Saved entries:
*** Begin section ***
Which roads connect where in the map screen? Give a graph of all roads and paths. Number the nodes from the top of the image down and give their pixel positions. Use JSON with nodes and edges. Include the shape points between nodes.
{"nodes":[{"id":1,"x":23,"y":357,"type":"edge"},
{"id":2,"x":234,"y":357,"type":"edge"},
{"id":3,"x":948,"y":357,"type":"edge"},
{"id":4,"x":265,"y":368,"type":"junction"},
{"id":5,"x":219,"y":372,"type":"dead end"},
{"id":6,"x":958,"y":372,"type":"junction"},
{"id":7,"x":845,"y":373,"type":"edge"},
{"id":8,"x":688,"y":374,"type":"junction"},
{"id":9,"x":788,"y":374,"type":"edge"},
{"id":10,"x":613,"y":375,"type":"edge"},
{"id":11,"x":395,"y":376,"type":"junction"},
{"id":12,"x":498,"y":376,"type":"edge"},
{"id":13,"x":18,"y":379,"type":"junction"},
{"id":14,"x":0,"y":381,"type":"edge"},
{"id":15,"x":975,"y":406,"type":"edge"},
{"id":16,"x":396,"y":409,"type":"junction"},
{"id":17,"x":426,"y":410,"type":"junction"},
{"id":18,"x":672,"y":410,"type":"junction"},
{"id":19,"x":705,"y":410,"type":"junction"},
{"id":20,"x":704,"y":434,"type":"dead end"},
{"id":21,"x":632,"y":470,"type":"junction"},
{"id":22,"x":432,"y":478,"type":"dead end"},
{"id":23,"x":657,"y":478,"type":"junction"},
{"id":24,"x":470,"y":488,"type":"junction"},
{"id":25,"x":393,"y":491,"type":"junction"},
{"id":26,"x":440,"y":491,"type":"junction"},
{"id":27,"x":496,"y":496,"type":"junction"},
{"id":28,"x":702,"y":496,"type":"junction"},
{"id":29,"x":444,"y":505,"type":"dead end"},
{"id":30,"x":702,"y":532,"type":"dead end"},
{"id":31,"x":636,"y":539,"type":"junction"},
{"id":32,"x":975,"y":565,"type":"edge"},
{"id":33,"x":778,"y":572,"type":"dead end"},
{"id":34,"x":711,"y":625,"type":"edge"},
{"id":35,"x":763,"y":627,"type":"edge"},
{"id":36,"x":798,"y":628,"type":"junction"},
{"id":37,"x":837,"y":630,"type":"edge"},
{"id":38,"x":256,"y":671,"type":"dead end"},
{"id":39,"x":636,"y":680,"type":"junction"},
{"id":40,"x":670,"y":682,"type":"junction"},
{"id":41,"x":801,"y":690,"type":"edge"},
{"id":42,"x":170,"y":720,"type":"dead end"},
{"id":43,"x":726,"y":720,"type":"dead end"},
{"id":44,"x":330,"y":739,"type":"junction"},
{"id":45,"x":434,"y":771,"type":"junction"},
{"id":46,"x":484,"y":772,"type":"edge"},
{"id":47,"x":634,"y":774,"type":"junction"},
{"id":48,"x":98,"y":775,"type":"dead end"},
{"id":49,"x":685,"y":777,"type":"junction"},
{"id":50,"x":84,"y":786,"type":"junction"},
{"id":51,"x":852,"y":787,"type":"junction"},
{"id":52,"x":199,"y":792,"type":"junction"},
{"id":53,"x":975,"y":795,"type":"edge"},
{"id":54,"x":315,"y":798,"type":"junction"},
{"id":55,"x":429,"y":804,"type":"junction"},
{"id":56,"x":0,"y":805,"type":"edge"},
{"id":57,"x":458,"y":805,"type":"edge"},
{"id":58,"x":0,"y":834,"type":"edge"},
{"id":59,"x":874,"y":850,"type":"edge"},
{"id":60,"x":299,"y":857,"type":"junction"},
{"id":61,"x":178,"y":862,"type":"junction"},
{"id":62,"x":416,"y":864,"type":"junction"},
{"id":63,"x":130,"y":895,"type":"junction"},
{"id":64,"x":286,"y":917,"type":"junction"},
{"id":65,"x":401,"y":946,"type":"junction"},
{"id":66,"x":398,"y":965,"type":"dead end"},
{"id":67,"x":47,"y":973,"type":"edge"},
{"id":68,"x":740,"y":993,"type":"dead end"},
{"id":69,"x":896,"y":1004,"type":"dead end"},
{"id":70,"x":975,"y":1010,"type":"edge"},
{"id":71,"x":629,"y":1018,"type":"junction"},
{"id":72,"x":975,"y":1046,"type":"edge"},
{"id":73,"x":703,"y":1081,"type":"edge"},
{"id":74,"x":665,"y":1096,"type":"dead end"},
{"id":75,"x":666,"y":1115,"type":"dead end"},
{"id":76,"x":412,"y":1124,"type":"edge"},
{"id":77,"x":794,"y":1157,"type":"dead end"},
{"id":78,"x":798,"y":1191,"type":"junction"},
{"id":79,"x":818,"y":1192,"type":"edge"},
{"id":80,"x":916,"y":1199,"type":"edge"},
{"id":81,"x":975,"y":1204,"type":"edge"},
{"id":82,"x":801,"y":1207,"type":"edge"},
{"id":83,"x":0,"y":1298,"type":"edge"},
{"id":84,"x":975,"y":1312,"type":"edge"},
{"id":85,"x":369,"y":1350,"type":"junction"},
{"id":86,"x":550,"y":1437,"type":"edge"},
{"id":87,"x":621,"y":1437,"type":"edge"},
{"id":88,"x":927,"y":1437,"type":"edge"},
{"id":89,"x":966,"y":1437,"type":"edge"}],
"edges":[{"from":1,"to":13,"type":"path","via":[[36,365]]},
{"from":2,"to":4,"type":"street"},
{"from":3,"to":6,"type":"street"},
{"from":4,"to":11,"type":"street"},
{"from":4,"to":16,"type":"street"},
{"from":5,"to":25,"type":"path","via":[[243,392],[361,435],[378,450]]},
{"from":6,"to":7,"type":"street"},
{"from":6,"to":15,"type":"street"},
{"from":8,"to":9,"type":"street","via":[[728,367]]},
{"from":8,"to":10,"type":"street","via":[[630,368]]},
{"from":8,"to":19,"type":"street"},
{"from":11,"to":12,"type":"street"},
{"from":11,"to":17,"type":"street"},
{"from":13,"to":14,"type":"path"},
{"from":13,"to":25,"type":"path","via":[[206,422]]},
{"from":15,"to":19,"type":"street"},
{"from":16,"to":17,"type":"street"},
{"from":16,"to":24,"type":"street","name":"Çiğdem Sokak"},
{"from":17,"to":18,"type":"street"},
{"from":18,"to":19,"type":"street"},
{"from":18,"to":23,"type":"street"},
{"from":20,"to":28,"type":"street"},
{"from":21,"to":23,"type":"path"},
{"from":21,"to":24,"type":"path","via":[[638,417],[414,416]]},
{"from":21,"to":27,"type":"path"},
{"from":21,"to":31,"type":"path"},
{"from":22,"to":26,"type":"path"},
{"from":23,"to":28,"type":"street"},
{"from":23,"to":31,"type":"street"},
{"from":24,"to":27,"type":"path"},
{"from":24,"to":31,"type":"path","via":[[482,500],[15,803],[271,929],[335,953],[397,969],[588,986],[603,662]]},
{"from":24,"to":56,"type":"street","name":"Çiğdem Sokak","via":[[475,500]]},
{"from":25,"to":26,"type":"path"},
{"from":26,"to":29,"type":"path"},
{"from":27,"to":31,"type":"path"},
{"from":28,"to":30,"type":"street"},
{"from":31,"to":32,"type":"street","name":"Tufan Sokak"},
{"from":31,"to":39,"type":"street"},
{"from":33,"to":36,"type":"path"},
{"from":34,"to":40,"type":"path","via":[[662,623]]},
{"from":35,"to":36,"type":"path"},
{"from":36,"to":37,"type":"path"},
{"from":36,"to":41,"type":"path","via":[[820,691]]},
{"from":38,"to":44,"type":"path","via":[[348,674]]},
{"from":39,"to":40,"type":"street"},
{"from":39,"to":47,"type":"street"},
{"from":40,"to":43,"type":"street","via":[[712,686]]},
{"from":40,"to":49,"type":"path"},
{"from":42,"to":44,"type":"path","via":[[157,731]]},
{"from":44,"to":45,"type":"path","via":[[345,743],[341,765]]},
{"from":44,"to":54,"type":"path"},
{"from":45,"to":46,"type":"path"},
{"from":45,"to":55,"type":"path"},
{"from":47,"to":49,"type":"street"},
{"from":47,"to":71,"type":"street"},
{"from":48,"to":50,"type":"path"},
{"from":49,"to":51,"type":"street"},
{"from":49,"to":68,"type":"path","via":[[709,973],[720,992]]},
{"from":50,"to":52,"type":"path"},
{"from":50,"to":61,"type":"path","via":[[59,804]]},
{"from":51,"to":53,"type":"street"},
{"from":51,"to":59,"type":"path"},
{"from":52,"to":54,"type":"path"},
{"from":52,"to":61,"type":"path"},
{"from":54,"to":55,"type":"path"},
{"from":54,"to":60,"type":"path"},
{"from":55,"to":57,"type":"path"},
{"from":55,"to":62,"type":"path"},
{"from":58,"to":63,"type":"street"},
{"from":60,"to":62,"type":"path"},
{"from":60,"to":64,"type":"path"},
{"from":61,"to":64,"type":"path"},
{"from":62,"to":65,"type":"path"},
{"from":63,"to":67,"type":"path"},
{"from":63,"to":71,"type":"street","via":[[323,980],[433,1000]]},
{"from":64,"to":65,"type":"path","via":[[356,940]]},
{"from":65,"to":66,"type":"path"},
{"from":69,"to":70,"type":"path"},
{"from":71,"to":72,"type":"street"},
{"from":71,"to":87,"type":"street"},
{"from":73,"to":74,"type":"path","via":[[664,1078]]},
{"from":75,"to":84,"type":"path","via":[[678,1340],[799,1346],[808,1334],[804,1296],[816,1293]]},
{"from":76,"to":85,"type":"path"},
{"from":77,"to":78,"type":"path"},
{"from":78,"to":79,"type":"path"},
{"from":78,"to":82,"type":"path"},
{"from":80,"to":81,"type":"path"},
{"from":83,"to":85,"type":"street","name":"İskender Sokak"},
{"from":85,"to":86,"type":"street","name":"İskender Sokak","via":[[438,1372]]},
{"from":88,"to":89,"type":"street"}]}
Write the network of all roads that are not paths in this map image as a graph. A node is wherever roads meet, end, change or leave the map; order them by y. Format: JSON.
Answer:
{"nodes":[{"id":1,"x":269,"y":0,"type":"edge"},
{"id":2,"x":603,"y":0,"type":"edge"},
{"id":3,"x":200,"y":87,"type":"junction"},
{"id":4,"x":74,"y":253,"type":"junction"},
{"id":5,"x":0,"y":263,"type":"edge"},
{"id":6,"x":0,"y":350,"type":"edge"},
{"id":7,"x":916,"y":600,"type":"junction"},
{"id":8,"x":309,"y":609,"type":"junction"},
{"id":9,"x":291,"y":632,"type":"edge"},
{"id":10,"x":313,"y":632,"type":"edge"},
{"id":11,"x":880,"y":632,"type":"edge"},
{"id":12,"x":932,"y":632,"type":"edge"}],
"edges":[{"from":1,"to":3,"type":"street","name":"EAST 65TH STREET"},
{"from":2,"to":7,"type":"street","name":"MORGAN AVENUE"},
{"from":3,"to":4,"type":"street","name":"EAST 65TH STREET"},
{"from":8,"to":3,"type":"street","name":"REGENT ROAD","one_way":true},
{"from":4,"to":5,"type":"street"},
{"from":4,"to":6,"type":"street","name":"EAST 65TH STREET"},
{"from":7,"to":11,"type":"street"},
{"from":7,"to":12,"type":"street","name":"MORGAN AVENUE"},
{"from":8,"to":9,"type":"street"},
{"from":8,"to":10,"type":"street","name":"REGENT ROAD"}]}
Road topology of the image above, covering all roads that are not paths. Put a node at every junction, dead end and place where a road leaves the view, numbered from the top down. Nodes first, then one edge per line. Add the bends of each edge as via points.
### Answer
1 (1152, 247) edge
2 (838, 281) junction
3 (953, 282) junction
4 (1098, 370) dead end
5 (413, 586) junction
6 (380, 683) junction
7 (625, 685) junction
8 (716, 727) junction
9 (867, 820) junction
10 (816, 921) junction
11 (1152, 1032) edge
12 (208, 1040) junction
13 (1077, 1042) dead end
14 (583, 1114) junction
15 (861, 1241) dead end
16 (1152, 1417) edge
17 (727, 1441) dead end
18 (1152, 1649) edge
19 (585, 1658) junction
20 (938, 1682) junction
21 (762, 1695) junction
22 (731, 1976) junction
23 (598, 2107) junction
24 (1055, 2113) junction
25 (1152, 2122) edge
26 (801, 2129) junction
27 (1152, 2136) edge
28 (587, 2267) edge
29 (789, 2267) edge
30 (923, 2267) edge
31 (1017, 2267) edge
*** End section ***
▶ Task to complete
Count up the lines of the data that include "points". Reply with a number only.

▶ Answer to this problem
2